Mid-way through my time as CU rep, I began to feel less and less comfortable with the way things were run in the CU. This was triggered by a few things:

 

  • My male co-rep in my college was invited to be on the executive committee as Prayer Secretary, despite almost never having attended the Morning Prayer meetings. The reason given to me was that he was a theology student. His predecessor had studied maths. Despite my heavy commitment to the CU, I was not invited to take on any formal leadership role. I was told that they thought I would be of better service in ‘other ways’. I suspect this was partly sexism in not wanting a woman to head up prayer meetings, and partly a level of discomfort with my attitude of occasionally challenging the way things were done.

 

  • The executive committee overruled my choice of successor for the position of college rep. I wanted us to have one male leader and one female leader, which is the norm for college groups. One of my female friends faithfully attended college group, regularly prayed with me and helped with our college events, and also attended the chapel as she was in the choir. I thought this last point was a bonus – it was a wonderful bridge building opportunity – but the fact she didn’t attend an ‘approved’ church meant her leadership was refused by the executive committee. There was no one else suitable to ask, and so we ended up having no female leader, leaving the burden of running college group up to one male student. They even suggested I ask another guy who was in college group but rarely attended, rather than allowing my chapel-going female friend to lead.

 

  • I only ever remember there being one female speaker (at an evangelistic talk) during my entire time in the CU – and that was when the topic was ‘Is the church sexist?’ There were certainly never any female speakers at C.U meetings or during the main mission week.

 

  • During my 3rd year at university (the year following my time as college rep) I became extremely unwell physically, and this triggered a depression relapse. I had to stop attending CU meetings because I was not well enough. This went on for months, and I was barely able to complete the year.
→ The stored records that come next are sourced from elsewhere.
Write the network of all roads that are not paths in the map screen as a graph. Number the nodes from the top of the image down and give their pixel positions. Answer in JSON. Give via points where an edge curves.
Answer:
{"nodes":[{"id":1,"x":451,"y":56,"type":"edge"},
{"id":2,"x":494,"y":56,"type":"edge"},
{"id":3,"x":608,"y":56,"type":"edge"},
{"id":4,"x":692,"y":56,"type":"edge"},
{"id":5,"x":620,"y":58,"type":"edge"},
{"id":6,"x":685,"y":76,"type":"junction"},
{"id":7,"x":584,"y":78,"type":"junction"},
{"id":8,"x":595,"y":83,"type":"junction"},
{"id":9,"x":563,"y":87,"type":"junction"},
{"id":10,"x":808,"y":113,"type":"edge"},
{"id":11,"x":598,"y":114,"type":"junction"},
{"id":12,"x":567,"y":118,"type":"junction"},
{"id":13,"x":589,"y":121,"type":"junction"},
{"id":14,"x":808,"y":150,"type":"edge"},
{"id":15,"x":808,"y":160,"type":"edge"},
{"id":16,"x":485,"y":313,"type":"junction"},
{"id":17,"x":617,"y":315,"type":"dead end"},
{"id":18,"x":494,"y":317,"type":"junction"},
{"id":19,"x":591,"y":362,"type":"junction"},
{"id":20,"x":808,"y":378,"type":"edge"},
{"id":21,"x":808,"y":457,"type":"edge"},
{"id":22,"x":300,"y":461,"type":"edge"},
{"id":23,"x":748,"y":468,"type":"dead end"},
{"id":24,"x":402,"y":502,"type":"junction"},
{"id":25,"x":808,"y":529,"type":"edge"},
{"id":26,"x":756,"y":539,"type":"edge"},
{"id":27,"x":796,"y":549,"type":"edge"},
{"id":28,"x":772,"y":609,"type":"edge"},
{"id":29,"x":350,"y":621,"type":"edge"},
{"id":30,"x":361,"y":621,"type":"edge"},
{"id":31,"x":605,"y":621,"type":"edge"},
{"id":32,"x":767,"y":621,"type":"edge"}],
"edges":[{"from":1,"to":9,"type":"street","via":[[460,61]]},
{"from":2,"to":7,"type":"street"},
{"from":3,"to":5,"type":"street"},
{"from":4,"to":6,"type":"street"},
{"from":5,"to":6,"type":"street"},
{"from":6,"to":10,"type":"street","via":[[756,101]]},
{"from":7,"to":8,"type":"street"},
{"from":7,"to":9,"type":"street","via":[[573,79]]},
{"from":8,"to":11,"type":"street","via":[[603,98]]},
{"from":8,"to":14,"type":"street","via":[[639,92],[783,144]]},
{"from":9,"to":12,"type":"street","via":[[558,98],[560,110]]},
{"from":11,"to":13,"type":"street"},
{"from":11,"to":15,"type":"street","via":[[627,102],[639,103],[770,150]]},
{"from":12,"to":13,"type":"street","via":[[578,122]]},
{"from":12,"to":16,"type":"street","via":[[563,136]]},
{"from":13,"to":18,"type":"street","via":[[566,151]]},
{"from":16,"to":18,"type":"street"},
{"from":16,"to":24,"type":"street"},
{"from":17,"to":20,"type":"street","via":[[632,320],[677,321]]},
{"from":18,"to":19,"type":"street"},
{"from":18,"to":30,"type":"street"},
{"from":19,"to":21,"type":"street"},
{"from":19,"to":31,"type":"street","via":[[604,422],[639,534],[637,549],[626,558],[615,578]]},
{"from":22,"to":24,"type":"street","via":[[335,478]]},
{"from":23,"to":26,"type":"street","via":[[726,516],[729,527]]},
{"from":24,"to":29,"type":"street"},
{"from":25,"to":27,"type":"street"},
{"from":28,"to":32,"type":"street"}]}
Despite the many (!) hours I had previously spent in their company, not one of my fellow CU students outside my college reached out to see how I was doing.

 

This highlights a very real problem with the CU model: the level of time/emotion/energy commitment required of students often goes way beyond the kind of commitment even asked of church members, but CUs don’t have the pastoral training or capacity to back this up, since they’re led by students. I remember once talking to a CU friend about my depression and illness and how much I didn’t want to even be alive anymore, and his response was ‘at least you know God is being glorified in all this’.

 

We never had any gender segregated/stereotyped events at my university, but the ‘CU approved’ churches often did, and this fed back into the atmosphere of the CU. I felt remarkably out of place just for not being a flowery-skirt-wearing girl and showing up to events in trackies and a hoody.

 

I still have a few good friends I met while in my CU, and on the whole I believe that the students involved are well-meaning, caring, passionate, people – but they are also basically teenagers, who will inevitably make immature decisions. The ‘adults’ that UCCF pair up with Christian Unions are also often barely out of university themselves – several of my CU friends went straight from leading our CU to supporting a CU at another university after they graduated. This is, in my mind, a big part of the problem.